Thursday, November 16, 2006
Classic card of the week
*Special Friday edition
Kevin McHale, 1991-92 Upper Deck
Kevin McHale puts his socks on just like you or I – one foot at a time. Except much, much dorkier. And with a dumb smile on his face, as if to say, “I’m a big goon with huge white tube socks that have the NBA logo on them! Women want to sex me up! Can you believe it? My arms are long enough to reach my gargantuan legs! Look!” See, I never make that face when I put my socks on. My face is more like, “Man, I look like a dumbass with my socks pulled up this high.
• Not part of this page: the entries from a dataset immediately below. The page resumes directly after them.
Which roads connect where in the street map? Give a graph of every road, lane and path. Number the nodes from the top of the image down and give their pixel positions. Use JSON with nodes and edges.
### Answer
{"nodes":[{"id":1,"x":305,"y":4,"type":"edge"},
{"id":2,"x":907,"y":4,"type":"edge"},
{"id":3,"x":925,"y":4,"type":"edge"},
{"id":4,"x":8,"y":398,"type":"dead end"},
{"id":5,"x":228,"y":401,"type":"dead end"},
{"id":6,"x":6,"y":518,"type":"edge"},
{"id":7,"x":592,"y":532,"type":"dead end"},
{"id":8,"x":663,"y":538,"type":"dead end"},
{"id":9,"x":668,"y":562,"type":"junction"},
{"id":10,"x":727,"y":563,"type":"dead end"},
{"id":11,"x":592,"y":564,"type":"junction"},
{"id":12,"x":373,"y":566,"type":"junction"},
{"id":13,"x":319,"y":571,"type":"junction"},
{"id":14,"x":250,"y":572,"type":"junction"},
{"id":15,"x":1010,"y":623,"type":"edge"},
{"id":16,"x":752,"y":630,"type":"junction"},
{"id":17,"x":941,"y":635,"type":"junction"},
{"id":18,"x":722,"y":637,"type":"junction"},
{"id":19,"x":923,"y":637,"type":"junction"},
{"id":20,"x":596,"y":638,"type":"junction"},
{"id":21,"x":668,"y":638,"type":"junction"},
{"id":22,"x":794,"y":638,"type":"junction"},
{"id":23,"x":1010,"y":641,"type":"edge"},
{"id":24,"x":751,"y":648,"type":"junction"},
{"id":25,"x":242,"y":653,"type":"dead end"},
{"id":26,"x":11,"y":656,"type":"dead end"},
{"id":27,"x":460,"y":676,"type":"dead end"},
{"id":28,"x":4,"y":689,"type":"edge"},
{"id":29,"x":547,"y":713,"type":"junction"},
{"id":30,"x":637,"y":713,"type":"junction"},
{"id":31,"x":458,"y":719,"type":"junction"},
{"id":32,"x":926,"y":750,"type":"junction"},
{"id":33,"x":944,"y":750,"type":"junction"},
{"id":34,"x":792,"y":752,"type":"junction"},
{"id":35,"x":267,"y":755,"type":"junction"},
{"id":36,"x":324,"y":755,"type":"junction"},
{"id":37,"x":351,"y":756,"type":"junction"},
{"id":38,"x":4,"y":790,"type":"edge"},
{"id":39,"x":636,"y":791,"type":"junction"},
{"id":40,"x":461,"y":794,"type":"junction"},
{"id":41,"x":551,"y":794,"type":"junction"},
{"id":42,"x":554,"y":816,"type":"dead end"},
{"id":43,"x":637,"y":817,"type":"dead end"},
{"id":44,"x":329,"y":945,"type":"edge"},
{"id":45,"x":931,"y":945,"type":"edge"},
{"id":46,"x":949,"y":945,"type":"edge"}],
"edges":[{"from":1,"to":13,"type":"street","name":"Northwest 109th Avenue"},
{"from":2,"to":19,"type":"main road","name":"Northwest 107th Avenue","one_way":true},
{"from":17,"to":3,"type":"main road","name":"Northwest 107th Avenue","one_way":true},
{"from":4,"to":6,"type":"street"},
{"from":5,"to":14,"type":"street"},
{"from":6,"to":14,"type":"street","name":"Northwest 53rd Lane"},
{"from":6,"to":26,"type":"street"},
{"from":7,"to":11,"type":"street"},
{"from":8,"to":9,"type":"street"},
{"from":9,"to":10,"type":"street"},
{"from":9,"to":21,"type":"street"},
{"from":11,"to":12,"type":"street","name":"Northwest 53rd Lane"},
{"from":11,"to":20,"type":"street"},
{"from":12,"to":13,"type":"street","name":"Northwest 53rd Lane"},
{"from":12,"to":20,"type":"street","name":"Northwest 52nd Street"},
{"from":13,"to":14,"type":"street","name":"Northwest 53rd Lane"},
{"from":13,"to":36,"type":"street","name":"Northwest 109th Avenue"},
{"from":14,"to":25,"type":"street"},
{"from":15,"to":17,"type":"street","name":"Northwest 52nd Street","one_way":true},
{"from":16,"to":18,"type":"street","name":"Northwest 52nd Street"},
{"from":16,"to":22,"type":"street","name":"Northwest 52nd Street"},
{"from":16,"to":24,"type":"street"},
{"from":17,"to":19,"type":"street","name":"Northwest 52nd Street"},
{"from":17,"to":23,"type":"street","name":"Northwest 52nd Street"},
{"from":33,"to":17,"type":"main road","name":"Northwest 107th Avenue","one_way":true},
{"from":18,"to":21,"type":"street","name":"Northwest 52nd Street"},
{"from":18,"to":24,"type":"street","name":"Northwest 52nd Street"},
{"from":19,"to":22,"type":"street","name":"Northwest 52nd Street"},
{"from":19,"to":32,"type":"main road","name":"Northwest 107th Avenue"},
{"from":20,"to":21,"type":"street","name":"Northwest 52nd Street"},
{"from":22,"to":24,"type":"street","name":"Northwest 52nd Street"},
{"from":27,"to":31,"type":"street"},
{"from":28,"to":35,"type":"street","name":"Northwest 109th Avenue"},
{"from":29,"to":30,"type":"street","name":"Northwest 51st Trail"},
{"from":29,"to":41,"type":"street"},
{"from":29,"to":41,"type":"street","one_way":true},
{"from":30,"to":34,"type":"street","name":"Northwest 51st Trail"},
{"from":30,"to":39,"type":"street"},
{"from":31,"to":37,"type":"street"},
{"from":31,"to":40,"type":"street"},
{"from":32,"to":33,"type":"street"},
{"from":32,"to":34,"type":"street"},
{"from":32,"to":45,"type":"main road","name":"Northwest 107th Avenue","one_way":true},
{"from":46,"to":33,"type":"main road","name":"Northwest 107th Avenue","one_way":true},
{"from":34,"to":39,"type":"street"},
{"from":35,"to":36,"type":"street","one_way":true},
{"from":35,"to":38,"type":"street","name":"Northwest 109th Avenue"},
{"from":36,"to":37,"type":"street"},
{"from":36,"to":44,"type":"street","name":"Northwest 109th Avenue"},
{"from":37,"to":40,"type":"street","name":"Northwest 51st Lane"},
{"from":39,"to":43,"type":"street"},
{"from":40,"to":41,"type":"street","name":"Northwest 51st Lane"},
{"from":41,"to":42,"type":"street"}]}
Thank God I’m about to put some pants on.” And let me tell you something – back in 1992, high socks were not cool. I remember those days fondly, and in my hood, if somebody saw your socks on the basketball court, you would be run out of town. For reals, yo. Unless you had on black crew socks, which was okay, because the Fab Five wore black socks, and those guys did not put their socks on like you or I. They put their socks on two feet at a time, while drinking mimosas on top of a pile of groupies before they went to practice, where they didn’t do shit because they didn’t have to. And who was going to tell them different? Steve Fischer? Please. Kevin McHale would have been doing suicides at a Steve Fischer-run practice, looking like an idiot with his high white tube socks, while Jalen Rose sat in the bleachers with the rest of the team laughing his ass off and pointing at McHale’s socks. And you know who would have gotten the starting nod for the next day’s game at Northwestern? Jalen Rose, that’s who! That’s what high white tube socks got you back in 1992 – diddly-poo, and a seat on the bench. Or, in this particular case, a spot on the All-Star team. Whatever. Back in those days, all-stars were chosen based strictly on talent and body hair – not fashion sensibilities. It wasn’t until about five years later when high white socks became popular, thanks in large part to the Mormon ways of Keith Van Horn, who was not allowed to show his shins lest he wanted to spend eternity shaving black goats in the dark abyss of Babylon. Then, people saw Keith Van Horn play basketball, and high white socks fell by the wayside. Enter headbands. And the “Latin explosion” of the late 90’s, which did not directly affect the NBA in any way, but nevertheless warrants mentioning.
Did you know?
Kevin McHale, now an executive with the Minnesota Timberwolves, banned the playing of any Red Hot Chili Peppers songs at the arena, because he strongly believes that “socks do not belong on people’s wee-wees.”